Input Block Start

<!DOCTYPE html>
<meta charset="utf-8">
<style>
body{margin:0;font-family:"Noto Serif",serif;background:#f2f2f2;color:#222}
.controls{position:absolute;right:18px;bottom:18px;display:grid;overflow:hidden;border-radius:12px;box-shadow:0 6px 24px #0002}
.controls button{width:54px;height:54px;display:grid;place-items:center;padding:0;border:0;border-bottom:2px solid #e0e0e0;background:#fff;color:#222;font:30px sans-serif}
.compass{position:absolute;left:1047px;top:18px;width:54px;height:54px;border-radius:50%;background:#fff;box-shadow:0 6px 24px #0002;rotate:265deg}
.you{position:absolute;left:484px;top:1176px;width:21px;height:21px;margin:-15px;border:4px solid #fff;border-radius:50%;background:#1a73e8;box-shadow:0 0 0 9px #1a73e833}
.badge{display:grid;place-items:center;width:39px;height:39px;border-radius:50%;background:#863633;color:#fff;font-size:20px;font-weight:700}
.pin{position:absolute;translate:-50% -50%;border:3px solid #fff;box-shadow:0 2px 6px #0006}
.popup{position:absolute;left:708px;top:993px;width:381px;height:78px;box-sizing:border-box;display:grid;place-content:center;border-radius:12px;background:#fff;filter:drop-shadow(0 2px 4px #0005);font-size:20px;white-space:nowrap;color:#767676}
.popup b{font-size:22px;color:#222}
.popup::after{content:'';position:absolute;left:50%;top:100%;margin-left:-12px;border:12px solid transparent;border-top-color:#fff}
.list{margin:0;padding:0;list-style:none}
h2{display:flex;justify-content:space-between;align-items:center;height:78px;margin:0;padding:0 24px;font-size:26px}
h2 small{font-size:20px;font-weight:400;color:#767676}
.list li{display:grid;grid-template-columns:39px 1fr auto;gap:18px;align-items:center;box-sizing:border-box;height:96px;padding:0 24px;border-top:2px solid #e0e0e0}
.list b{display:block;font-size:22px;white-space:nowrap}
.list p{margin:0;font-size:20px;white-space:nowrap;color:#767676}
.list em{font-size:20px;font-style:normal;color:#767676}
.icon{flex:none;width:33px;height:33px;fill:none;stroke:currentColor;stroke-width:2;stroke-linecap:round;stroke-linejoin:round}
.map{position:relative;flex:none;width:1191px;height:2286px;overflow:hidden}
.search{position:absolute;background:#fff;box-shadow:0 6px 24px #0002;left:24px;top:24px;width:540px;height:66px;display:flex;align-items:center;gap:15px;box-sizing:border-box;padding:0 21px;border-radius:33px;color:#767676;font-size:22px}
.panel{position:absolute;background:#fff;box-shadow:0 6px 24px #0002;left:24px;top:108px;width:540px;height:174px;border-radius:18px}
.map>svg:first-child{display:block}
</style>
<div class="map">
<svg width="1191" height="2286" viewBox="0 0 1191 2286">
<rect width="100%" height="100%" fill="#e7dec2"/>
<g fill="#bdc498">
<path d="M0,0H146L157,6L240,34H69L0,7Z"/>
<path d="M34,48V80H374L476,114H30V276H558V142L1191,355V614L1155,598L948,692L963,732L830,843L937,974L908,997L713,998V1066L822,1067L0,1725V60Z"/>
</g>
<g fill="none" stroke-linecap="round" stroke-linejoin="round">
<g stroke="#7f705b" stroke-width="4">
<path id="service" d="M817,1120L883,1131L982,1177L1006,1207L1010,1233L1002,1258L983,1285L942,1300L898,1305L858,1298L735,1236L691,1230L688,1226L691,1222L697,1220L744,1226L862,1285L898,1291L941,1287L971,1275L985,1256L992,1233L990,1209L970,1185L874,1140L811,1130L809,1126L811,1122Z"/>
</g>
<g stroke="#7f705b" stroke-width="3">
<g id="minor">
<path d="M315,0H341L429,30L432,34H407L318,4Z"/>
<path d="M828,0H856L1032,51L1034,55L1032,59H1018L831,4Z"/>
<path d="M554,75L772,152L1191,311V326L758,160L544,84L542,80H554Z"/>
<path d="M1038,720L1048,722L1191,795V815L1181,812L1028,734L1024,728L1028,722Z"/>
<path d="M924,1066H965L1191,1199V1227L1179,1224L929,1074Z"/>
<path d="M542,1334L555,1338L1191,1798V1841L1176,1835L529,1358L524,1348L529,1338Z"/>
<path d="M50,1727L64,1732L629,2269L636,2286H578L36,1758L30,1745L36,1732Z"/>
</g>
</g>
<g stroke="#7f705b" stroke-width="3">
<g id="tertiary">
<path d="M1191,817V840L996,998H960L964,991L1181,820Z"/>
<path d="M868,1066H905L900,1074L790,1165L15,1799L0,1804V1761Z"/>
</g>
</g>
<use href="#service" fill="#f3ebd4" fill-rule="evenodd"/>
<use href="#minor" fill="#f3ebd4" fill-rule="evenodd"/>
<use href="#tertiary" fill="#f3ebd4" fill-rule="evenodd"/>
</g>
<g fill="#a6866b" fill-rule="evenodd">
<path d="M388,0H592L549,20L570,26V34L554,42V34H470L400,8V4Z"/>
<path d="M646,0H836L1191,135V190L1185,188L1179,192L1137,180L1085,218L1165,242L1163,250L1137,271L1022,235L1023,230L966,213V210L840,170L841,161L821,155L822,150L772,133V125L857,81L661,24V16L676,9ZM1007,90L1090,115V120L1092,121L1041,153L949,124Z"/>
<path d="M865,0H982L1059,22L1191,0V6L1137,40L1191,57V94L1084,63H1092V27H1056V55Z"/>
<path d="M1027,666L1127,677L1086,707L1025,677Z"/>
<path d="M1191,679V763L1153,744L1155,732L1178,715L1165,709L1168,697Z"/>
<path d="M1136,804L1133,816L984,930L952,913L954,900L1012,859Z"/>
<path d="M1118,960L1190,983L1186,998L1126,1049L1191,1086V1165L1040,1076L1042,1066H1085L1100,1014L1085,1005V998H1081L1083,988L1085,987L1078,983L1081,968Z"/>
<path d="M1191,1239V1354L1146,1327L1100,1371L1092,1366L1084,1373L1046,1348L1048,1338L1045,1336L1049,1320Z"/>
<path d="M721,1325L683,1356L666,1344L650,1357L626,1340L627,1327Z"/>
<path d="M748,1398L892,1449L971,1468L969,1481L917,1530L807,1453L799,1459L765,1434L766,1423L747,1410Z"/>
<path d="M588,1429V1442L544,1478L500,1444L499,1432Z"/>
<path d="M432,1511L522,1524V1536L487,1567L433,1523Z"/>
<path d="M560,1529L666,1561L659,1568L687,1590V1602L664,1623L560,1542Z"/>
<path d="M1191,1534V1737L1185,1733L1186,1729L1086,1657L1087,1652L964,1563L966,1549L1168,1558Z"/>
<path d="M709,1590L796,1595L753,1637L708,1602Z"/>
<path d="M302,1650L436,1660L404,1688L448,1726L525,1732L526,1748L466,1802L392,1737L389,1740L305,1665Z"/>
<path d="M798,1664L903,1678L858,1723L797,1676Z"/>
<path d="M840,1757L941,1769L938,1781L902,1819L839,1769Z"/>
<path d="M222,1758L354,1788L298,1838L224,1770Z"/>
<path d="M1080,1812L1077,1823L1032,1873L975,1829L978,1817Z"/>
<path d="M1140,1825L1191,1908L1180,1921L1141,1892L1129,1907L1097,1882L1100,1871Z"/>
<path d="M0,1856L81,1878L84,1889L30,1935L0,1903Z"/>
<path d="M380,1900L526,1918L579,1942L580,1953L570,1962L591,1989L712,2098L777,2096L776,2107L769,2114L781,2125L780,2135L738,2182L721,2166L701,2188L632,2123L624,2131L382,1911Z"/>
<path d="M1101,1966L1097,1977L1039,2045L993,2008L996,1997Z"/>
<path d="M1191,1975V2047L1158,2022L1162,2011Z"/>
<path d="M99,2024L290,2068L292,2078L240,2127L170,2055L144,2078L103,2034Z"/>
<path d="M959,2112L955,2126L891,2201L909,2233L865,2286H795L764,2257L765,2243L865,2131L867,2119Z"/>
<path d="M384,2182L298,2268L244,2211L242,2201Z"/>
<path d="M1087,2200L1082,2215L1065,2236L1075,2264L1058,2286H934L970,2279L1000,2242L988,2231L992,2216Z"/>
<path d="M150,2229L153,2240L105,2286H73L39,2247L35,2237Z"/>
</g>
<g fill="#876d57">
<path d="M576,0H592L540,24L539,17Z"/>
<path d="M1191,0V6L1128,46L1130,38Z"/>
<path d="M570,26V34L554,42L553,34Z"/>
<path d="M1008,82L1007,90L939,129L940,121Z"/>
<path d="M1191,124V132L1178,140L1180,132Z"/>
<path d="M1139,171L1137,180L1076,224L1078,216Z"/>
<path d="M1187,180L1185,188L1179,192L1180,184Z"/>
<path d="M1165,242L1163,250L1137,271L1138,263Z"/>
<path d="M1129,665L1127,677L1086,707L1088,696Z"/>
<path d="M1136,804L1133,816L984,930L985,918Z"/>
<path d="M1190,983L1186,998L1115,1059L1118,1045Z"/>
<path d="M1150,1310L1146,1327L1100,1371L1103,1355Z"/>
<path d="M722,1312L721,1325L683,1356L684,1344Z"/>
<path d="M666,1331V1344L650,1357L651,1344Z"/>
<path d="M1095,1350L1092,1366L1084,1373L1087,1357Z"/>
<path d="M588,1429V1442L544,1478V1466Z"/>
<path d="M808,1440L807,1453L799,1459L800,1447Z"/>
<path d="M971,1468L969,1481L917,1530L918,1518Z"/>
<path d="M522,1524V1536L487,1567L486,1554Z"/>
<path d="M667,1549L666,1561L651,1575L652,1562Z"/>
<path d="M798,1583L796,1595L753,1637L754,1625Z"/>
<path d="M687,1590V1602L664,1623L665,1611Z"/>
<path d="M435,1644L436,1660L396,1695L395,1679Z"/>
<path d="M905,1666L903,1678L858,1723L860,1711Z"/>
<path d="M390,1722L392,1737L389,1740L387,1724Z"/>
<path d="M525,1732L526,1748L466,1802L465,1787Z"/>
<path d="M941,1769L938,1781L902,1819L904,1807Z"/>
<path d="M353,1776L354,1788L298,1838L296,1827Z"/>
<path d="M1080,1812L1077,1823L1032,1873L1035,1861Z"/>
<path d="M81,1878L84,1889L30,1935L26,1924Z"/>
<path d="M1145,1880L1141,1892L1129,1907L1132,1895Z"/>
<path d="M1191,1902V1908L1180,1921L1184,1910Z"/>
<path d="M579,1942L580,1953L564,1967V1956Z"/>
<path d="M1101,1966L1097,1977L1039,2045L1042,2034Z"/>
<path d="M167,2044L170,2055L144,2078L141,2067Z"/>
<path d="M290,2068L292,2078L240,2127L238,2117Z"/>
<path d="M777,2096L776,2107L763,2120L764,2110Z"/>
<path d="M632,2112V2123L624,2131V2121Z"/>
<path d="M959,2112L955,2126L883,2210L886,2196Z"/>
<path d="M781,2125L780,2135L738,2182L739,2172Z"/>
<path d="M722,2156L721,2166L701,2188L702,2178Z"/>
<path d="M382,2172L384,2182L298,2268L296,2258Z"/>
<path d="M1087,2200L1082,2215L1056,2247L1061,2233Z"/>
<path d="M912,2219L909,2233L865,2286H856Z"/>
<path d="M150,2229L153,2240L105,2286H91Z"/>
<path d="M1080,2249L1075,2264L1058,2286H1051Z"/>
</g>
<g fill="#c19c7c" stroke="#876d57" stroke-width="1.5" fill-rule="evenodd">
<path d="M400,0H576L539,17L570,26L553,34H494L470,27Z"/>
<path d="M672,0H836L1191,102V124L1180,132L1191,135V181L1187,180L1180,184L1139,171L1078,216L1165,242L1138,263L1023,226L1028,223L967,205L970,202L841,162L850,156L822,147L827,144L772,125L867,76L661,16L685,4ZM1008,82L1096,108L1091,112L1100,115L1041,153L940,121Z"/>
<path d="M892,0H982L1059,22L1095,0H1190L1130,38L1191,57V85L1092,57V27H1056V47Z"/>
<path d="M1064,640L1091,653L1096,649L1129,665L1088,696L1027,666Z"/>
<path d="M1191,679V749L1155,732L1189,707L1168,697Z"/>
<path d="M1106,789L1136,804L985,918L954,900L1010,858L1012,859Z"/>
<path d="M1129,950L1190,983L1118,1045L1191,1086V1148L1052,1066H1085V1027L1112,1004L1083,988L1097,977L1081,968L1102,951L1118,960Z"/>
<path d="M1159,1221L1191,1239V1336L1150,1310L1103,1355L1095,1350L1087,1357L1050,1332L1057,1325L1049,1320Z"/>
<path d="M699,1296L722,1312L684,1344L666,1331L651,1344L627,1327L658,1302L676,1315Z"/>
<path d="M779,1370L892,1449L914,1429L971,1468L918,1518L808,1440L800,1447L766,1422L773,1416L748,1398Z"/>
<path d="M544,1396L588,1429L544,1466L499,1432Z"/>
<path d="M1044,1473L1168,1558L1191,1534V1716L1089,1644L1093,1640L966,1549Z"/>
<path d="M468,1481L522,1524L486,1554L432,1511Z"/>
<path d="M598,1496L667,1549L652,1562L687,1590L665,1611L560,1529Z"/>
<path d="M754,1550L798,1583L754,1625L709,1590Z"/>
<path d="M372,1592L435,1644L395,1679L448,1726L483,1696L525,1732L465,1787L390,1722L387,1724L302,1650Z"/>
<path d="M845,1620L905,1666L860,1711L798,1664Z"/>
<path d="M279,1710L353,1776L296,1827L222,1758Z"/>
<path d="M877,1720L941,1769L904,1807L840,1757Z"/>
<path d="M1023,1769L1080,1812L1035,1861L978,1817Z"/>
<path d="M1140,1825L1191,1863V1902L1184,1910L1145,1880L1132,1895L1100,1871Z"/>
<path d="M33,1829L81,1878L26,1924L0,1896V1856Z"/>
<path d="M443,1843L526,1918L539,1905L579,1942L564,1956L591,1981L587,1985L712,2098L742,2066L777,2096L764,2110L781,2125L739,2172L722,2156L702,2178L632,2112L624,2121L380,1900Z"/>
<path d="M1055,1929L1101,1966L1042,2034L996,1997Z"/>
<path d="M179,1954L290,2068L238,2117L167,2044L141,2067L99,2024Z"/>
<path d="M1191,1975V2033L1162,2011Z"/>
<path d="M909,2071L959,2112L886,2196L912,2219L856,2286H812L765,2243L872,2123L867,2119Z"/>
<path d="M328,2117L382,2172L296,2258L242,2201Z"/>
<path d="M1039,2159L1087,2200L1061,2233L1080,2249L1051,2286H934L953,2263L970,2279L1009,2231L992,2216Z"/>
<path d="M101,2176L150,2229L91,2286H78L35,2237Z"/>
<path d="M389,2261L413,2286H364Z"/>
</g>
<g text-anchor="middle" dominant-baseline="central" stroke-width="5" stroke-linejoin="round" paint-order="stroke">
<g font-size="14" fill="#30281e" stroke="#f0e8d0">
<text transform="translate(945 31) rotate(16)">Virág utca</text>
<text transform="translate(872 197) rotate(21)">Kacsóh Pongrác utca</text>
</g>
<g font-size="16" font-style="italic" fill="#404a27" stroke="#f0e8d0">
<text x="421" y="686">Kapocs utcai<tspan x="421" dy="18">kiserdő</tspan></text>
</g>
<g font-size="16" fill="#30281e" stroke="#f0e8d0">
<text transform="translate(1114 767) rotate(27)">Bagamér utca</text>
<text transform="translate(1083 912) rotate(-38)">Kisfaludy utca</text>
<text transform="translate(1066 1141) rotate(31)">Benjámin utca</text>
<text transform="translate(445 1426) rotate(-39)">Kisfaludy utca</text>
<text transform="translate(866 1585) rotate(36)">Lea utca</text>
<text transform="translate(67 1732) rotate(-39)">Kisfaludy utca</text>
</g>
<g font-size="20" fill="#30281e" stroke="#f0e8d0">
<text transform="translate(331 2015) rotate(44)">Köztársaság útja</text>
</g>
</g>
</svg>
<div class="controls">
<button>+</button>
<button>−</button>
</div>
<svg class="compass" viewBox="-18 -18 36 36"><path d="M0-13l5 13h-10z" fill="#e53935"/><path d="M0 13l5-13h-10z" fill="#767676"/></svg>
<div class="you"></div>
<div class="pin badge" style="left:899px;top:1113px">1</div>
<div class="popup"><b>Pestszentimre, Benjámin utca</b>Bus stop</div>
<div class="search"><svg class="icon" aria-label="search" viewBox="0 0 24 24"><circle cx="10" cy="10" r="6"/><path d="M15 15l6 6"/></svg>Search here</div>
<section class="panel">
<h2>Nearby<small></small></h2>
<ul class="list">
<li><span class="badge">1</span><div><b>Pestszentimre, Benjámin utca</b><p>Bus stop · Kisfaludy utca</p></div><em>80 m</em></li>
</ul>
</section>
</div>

Input Block End

§ **Activity**:
Say how many lines in the entries include the word "nowrap", with no text around the number.

§ **Written response**:
3